** WHAT YOU SHOULD DO **
Your answer must be an exact copy of the records, with no pictures included.

*** RECORDS SHOWN ***

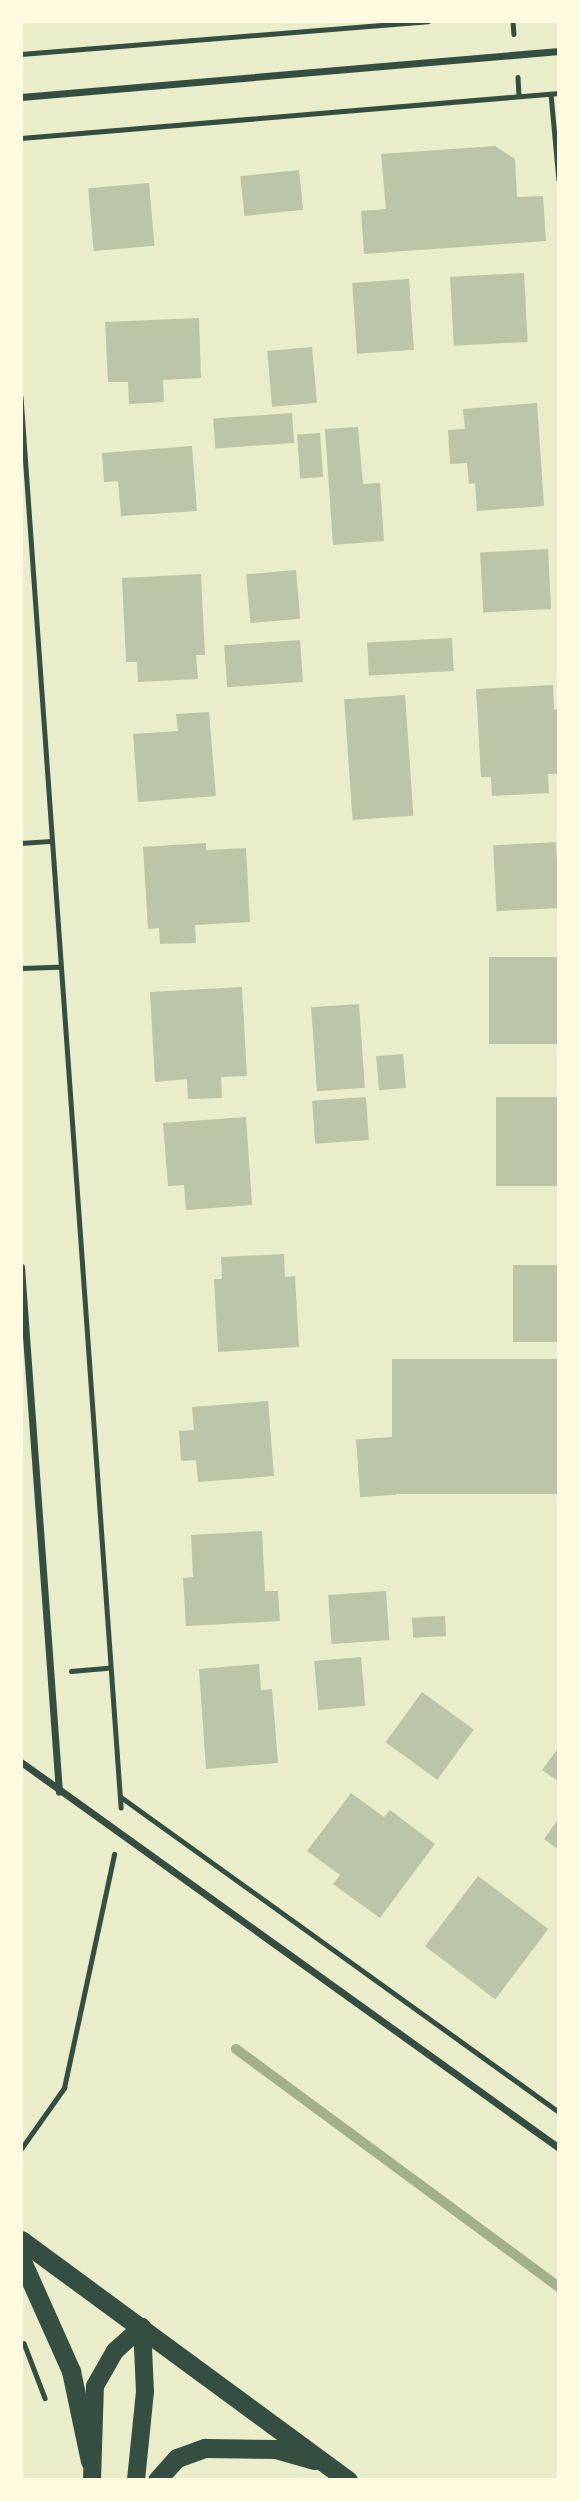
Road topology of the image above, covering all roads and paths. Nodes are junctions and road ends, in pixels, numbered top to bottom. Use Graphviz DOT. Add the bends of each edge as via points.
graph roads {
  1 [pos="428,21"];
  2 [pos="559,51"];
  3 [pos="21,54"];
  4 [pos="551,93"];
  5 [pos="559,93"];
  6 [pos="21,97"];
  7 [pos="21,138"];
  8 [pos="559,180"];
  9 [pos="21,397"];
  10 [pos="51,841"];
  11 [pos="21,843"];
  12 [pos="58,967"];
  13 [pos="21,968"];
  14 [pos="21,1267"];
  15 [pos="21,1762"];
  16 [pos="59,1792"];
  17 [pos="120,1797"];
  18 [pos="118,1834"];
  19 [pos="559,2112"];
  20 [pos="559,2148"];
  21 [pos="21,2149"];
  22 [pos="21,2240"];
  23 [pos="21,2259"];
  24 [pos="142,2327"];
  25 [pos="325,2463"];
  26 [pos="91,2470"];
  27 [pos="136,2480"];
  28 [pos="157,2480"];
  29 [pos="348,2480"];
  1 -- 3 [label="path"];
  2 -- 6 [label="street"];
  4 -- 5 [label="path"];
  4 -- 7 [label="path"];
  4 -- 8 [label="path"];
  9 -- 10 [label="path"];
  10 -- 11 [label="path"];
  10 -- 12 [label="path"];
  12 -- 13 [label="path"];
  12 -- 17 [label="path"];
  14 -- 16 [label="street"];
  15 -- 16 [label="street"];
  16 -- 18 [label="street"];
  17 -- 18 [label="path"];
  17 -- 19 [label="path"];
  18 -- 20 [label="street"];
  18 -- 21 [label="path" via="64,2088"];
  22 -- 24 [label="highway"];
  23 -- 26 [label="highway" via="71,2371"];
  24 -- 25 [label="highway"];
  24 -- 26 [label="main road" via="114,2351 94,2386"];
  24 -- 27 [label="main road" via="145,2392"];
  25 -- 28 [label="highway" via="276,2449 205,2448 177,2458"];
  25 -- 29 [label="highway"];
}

*** End of RECORDS SHOWN ***

** SOLUTION TO THE EXERCISE **
Road topology of the image above, covering all roads and paths. Nodes are junctions and road ends, in pixels, numbered top to bottom. Use Graphviz DOT. Add the bends of each edge as via points.
graph roads {
  1 [pos="428,21"];
  2 [pos="559,51"];
  3 [pos="21,54"];
  4 [pos="551,93"];
  5 [pos="559,93"];
  6 [pos="21,97"];
  7 [pos="21,138"];
  8 [pos="559,180"];
  9 [pos="21,397"];
  10 [pos="51,841"];
  11 [pos="21,843"];
  12 [pos="58,967"];
  13 [pos="21,968"];
  14 [pos="21,1267"];
  15 [pos="21,1762"];
  16 [pos="59,1792"];
  17 [pos="120,1797"];
  18 [pos="118,1834"];
  19 [pos="559,2112"];
  20 [pos="559,2148"];
  21 [pos="21,2149"];
  22 [pos="21,2240"];
  23 [pos="21,2259"];
  24 [pos="142,2327"];
  25 [pos="325,2463"];
  26 [pos="91,2470"];
  27 [pos="136,2480"];
  28 [pos="157,2480"];
  29 [pos="348,2480"];
  1 -- 3 [label="path"];
  2 -- 6 [label="street"];
  4 -- 5 [label="path"];
  4 -- 7 [label="path"];
  4 -- 8 [label="path"];
  9 -- 10 [label="path"];
  10 -- 11 [label="path"];
  10 -- 12 [label="path"];
  12 -- 13 [label="path"];
  12 -- 17 [label="path"];
  14 -- 16 [label="street"];
  15 -- 16 [label="street"];
  16 -- 18 [label="street"];
  17 -- 18 [label="path"];
  17 -- 19 [label="path"];
  18 -- 20 [label="street"];
  18 -- 21 [label="path" via="64,2088"];
  22 -- 24 [label="highway"];
  23 -- 26 [label="highway" via="71,2371"];
  24 -- 25 [label="highway"];
  24 -- 26 [label="main road" via="114,2351 94,2386"];
  24 -- 27 [label="main road" via="145,2392"];
  25 -- 28 [label="highway" via="276,2449 205,2448 177,2458"];
  25 -- 29 [label="highway"];
}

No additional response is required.